Created a chunk of size 1346, which is longer than the specified 1000
Created a chunk of size 2446, which is longer than the specified 1000
Created a chunk of size 4437, which is longer than the specified 1000
Created a chunk of size 1633, which is longer than the specified 1000
Created a chunk of size 4349, which is longer than the specified 1000
Created a chunk of size 4030, which is longer than the specified 1000
Created a chunk of size 1538, which is longer than the specified 1000


In [82]:
retriever = vectorstore.as_retriever(search_type="similarity_score_threshold", search_kwargs={'score_threshold': 0.1})

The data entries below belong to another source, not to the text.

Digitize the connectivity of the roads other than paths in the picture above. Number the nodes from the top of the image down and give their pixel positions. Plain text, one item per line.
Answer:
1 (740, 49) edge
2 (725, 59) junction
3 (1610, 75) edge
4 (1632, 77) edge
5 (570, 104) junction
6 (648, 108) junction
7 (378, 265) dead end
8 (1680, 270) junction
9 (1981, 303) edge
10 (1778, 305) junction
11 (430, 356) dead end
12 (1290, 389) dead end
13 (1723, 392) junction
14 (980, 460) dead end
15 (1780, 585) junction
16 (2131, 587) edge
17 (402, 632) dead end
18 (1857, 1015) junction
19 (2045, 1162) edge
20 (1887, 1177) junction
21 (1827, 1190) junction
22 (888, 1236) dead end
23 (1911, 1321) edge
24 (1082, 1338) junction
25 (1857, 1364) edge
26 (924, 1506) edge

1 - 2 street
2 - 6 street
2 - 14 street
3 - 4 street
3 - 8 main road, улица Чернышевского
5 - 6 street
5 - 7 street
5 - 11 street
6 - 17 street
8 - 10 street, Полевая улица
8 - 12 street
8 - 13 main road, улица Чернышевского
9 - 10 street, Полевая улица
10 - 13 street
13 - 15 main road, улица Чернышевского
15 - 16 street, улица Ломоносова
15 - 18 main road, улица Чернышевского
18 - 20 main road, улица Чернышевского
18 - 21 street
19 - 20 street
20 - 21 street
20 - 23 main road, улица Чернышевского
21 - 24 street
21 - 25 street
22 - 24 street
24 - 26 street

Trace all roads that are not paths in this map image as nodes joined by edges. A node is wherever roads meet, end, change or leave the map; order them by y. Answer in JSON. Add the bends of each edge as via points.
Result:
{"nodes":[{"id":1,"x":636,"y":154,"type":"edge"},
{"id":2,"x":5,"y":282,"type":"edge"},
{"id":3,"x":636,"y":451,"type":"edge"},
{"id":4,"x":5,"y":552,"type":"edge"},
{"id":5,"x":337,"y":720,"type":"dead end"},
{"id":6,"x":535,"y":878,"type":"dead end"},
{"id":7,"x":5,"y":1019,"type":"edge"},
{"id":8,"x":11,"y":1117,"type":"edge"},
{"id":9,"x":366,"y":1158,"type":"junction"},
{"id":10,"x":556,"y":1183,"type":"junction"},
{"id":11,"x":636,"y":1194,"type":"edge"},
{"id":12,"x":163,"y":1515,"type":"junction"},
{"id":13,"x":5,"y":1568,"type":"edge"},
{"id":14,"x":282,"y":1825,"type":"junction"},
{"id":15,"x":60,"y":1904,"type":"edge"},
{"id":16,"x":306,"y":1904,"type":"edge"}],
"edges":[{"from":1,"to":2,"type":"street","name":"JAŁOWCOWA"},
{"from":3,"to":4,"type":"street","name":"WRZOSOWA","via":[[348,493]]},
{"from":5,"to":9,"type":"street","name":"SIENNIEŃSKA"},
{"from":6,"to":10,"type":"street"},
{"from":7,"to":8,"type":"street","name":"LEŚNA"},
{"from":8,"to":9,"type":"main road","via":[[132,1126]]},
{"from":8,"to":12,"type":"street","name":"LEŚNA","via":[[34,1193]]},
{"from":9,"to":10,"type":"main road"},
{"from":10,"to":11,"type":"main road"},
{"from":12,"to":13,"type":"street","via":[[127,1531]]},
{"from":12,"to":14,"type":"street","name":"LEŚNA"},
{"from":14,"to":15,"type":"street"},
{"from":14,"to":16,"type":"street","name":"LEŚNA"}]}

retrieved_docs = retriever.invoke("How many people have allergies?")

prompt = hub.pull("rlm/rag-prompt")

llm = ChatCohere(model="command-r", cohere_api_key = cohere_key)

def format_docs(docs):
    return "\n\n".join(doc.page_content for doc in docs)

rag_chain = (
    {"context": retriever | format_docs, "question": RunnablePassthrough()}
    | prompt
    | llm
    | StrOutputParser()
)

for chunk in rag_chain.stream("How many people have allergies?"):
    print(chunk, end="", flush=True)



According to the retrieved context, it is unclear how many people have allergies. However, it is estimated that around 30% of the global population suffers from some form of allergic disease. Allergies are quite common, affecting people of all ages and backgrounds.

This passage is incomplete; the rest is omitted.